Task => Lines with the word "Nguyễn" are the ones wanted. Copy each of them from the entries below.

*** Records for this exercise ***

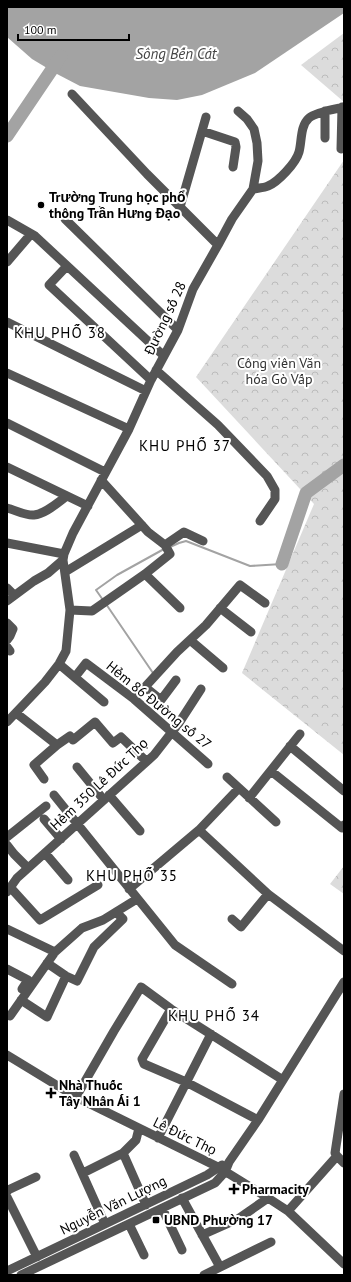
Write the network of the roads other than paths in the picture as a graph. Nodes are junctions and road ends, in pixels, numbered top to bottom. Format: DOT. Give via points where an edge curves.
graph roads {
  1 [pos="72,94"];
  2 [pos="343,107"];
  3 [pos="238,111"];
  4 [pos="325,112"];
  5 [pos="206,117"];
  6 [pos="202,131"];
  7 [pos="325,138"];
  8 [pos="341,149"];
  9 [pos="233,167"];
  10 [pos="253,189"];
  11 [pos="180,207"];
  12 [pos="65,219"];
  13 [pos="7,220"];
  14 [pos="31,234"];
  15 [pos="218,245"];
  16 [pos="7,262"];
  17 [pos="67,266"];
  18 [pos="7,322"];
  19 [pos="178,330"];
  20 [pos="164,356"];
  21 [pos="156,370"];
  22 [pos="7,373"];
  23 [pos="151,380"];
  24 [pos="146,391"];
  25 [pos="7,423"];
  26 [pos="129,429"];
  27 [pos="7,467"];
  28 [pos="103,476"];
  29 [pos="67,496"];
  30 [pos="88,506"];
  31 [pos="7,508"];
  32 [pos="260,521"];
  33 [pos="142,525"];
  34 [pos="203,541"];
  35 [pos="7,543"];
  36 [pos="165,545"];
  37 [pos="64,557"];
  38 [pos="65,572"];
  39 [pos="145,574"];
  40 [pos="7,588"];
  41 [pos="11,598"];
  42 [pos="265,603"];
  43 [pos="180,608"];
  44 [pos="220,608"];
  45 [pos="70,610"];
  46 [pos="7,623"];
  47 [pos="251,632"];
  48 [pos="7,640"];
  49 [pos="190,640"];
  50 [pos="59,664"];
  51 [pos="223,668"];
  52 [pos="75,677"];
  53 [pos="176,680"];
  54 [pos="145,687"];
  55 [pos="201,689"];
  56 [pos="134,699"];
  57 [pos="104,702"];
  58 [pos="16,713"];
  59 [pos="7,722"];
  60 [pos="172,732"];
  61 [pos="300,734"];
  62 [pos="57,745"];
  63 [pos="290,746"];
  64 [pos="146,761"];
  65 [pos="208,764"];
  66 [pos="78,767"];
  67 [pos="271,771"];
  68 [pos="227,777"];
  69 [pos="44,779"];
  70 [pos="239,788"];
  71 [pos="344,791"];
  72 [pos="54,795"];
  73 [pos="106,798"];
  74 [pos="250,798"];
  75 [pos="46,806"];
  76 [pos="44,819"];
  77 [pos="276,822"];
  78 [pos="77,824"];
  79 [pos="344,825"];
  80 [pos="199,830"];
  81 [pos="140,831"];
  82 [pos="7,837"];
  83 [pos="61,839"];
  84 [pos="7,845"];
  85 [pos="45,853"];
  86 [pos="28,868"];
  87 [pos="68,880"];
  88 [pos="98,885"];
  89 [pos="129,889"];
  90 [pos="8,890"];
  91 [pos="268,894"];
  92 [pos="137,899"];
  93 [pos="116,912"];
  94 [pos="232,919"];
  95 [pos="7,929"];
  96 [pos="344,951"];
  97 [pos="55,952"];
  98 [pos="47,963"];
  99 [pos="7,969"];
  100 [pos="66,976"];
  101 [pos="344,982"];
  102 [pos="232,984"];
  103 [pos="336,996"];
  104 [pos="19,997"];
  105 [pos="344,1002"];
  106 [pos="171,1009"];
  107 [pos="10,1016"];
  108 [pos="211,1034"];
  109 [pos="7,1055"];
  110 [pos="283,1080"];
  111 [pos="186,1082"];
  112 [pos="344,1094"];
  113 [pos="76,1097"];
  114 [pos="258,1120"];
  115 [pos="139,1128"];
  116 [pos="158,1138"];
  117 [pos="122,1153"];
  118 [pos="74,1155"];
  119 [pos="340,1159"];
  120 [pos="222,1170"];
  121 [pos="87,1171"];
  122 [pos="36,1177"];
  123 [pos="7,1192"];
  124 [pos="7,1198"];
  125 [pos="182,1198"];
  126 [pos="268,1198"];
  127 [pos="146,1205"];
  128 [pos="162,1208"];
  129 [pos="288,1211"];
  130 [pos="106,1224"];
  131 [pos="129,1224"];
  132 [pos="202,1235"];
  133 [pos="271,1242"];
  134 [pos="182,1250"];
  135 [pos="144,1255"];
  136 [pos="37,1257"];
  137 [pos="344,1264"];
  138 [pos="220,1267"];
  139 [pos="7,1271"];
  140 [pos="21,1275"];
  141 [pos="204,1275"];
  1 -- 11 [label="street"];
  2 -- 4 [label="street"];
  2 -- 8 [label="street"];
  3 -- 10 [label="street, Đường số 28" via="254,129 257,144 258,161"];
  4 -- 7 [label="street"];
  4 -- 10 [label="street" via="310,117 304,124 299,153 283,175 269,186"];
  5 -- 6 [label="street"];
  6 -- 9 [label="street" via="235,142"];
  6 -- 11 [label="street"];
  10 -- 15 [label="street, Đường số 28"];
  11 -- 15 [label="street"];
  12 -- 19 [label="street"];
  13 -- 14 [label="street"];
  14 -- 16 [label="street"];
  14 -- 17 [label="street"];
  15 -- 19 [label="street, Đường số 28" via="193,290"];
  17 -- 20 [label="street"];
  17 -- 23 [label="street" via="49,285"];
  18 -- 24 [label="street"];
  19 -- 20 [label="street, Đường số 28"];
  20 -- 21 [label="street, Đường số 28"];
  21 -- 23 [label="street, Đường số 28"];
  21 -- 32 [label="street" via="218,426 267,476 275,490 274,499"];
  22 -- 26 [label="street"];
  23 -- 24 [label="street, Đường số 28"];
  24 -- 26 [label="street, Đường số 28"];
  25 -- 28 [label="street"];
  26 -- 28 [label="street, Đường số 28"];
  27 -- 29 [label="street"];
  28 -- 30 [label="street, Đường số 28"];
  28 -- 33 [label="street"];
  29 -- 30 [label="street"];
  29 -- 31 [label="street" via="46,511 34,515"];
  30 -- 37 [label="street, Đường số 28" via="73,533"];
  33 -- 36 [label="street"];
  33 -- 38 [label="street"];
  34 -- 36 [label="street" via="184,532"];
  35 -- 37 [label="street"];
  36 -- 39 [label="street" via="170,554"];
  37 -- 38 [label="street"];
  37 -- 41 [label="street" via="48,573"];
  38 -- 45 [label="street"];
  39 -- 43 [label="street"];
  39 -- 45 [label="street" via="92,611"];
  40 -- 41 [label="street"];
  42 -- 44 [label="street" via="240,585"];
  44 -- 47 [label="street"];
  44 -- 49 [label="street"];
  45 -- 50 [label="street" via="66,651"];
  46 -- 48 [label="street" via="12,629"];
  49 -- 51 [label="street"];
  49 -- 54 [label="street"];
  50 -- 52 [label="street"];
  50 -- 58 [label="street"];
  52 -- 56 [label="street, Hẻm 86 Đường số 27" via="86,663"];
  52 -- 57 [label="street"];
  53 -- 54 [label="street" via="161,700"];
  54 -- 56 [label="street"];
  55 -- 60 [label="street, Hẻm 350 Lê Đức Thọ"];
  56 -- 60 [label="street, Hẻm 86 Đường số 27"];
  58 -- 59 [label="street"];
  58 -- 62 [label="street"];
  60 -- 64 [label="street, Hẻm 350 Lê Đức Thọ"];
  60 -- 65 [label="street, Hẻm 86 Đường số 27"];
  61 -- 63 [label="street"];
  62 -- 64 [label="street" via="70,736 73,740 95,722 113,743 121,737"];
  62 -- 69 [label="street" via="34,765"];
  63 -- 67 [label="street"];
  63 -- 71 [label="street"];
  64 -- 73 [label="street, Hẻm 350 Lê Đức Thọ"];
  66 -- 73 [label="street"];
  67 -- 74 [label="street"];
  67 -- 79 [label="street" via="342,828"];
  68 -- 70 [label="street"];
  70 -- 74 [label="street"];
  70 -- 80 [label="street"];
  72 -- 78 [label="street"];
  73 -- 78 [label="street, Hẻm 350 Lê Đức Thọ"];
  73 -- 81 [label="street"];
  74 -- 77 [label="street"];
  75 -- 82 [label="street"];
  76 -- 83 [label="street"];
  78 -- 83 [label="street, Hẻm 350 Lê Đức Thọ"];
  78 -- 89 [label="street"];
  80 -- 89 [label="street"];
  80 -- 91 [label="street"];
  83 -- 85 [label="street, Hẻm 350 Lê Đức Thọ"];
  84 -- 86 [label="street"];
  85 -- 86 [label="street, Hẻm 350 Lê Đức Thọ"];
  85 -- 87 [label="street"];
  86 -- 90 [label="street, Hẻm 350 Lê Đức Thọ"];
  88 -- 90 [label="street" via="40,920"];
  89 -- 92 [label="street"];
  91 -- 94 [label="street" via="241,927"];
  91 -- 96 [label="street"];
  92 -- 93 [label="street"];
  92 -- 102 [label="street" via="174,945"];
  93 -- 97 [label="street" via="82,928"];
  93 -- 100 [label="street" via="123,919 94,947 77,981"];
  95 -- 97 [label="street"];
  97 -- 98 [label="street"];
  98 -- 100 [label="street"];
  98 -- 104 [label="street"];
  99 -- 104 [label="street" via="28,980"];
  100 -- 104 [label="street" via="46,1017"];
  101 -- 103 [label="street"];
  103 -- 105 [label="street"];
  103 -- 110 [label="street"];
  104 -- 107 [label="street"];
  106 -- 108 [label="street"];
  106 -- 111 [label="street" via="142,1062"];
  106 -- 113 [label="street" via="141,987"];
  108 -- 110 [label="street"];
  108 -- 111 [label="street"];
  109 -- 113 [label="street, Lê Đức Thọ"];
  110 -- 114 [label="street"];
  111 -- 114 [label="street"];
  111 -- 116 [label="street"];
  112 -- 119 [label="street" via="335,1153"];
  113 -- 115 [label="street, Lê Đức Thọ"];
  114 -- 120 [label="street"];
  115 -- 116 [label="street, Lê Đức Thọ"];
  115 -- 117 [label="street" via="136,1140"];
  116 -- 120 [label="street, Lê Đức Thọ"];
  117 -- 121 [label="street"];
  117 -- 127 [label="street"];
  118 -- 130 [label="street"];
  119 -- 129 [label="street"];
  120 -- 125 [label="street, Nguyễn Văn Lượng" via="215,1183"];
  120 -- 126 [label="street, Lê Đức Thọ"];
  120 -- 127 [label="street, Nguyễn Văn Lượng"];
  122 -- 123 [label="street"];
  124 -- 136 [label="street"];
  125 -- 128 [label="street, Nguyễn Văn Lượng"];
  125 -- 132 [label="street"];
  126 -- 129 [label="street, Lê Đức Thọ"];
  126 -- 132 [label="street" via="238,1219"];
  127 -- 130 [label="street, Nguyễn Văn Lượng"];
  128 -- 131 [label="street, Nguyễn Văn Lượng"];
  128 -- 134 [label="street"];
  129 -- 137 [label="street, Lê Đức Thọ"];
  130 -- 136 [label="street, Nguyễn Văn Lượng"];
  131 -- 135 [label="street"];
  131 -- 140 [label="street, Nguyễn Văn Lượng"];
  132 -- 138 [label="street"];
  133 -- 138 [label="street"];
  136 -- 139 [label="street, Nguyễn Văn Lượng"];
  138 -- 141 [label="street"];
}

*** End of Records for this exercise ***

Solution =>
  120 -- 125 [label="street, Nguyễn Văn Lượng" via="215,1183"];
  120 -- 127 [label="street, Nguyễn Văn Lượng"];
  125 -- 128 [label="street, Nguyễn Văn Lượng"];
  127 -- 130 [label="street, Nguyễn Văn Lượng"];
  128 -- 131 [label="street, Nguyễn Văn Lượng"];
  130 -- 136 [label="street, Nguyễn Văn Lượng"];
  131 -- 140 [label="street, Nguyễn Văn Lượng"];
  136 -- 139 [label="street, Nguyễn Văn Lượng"];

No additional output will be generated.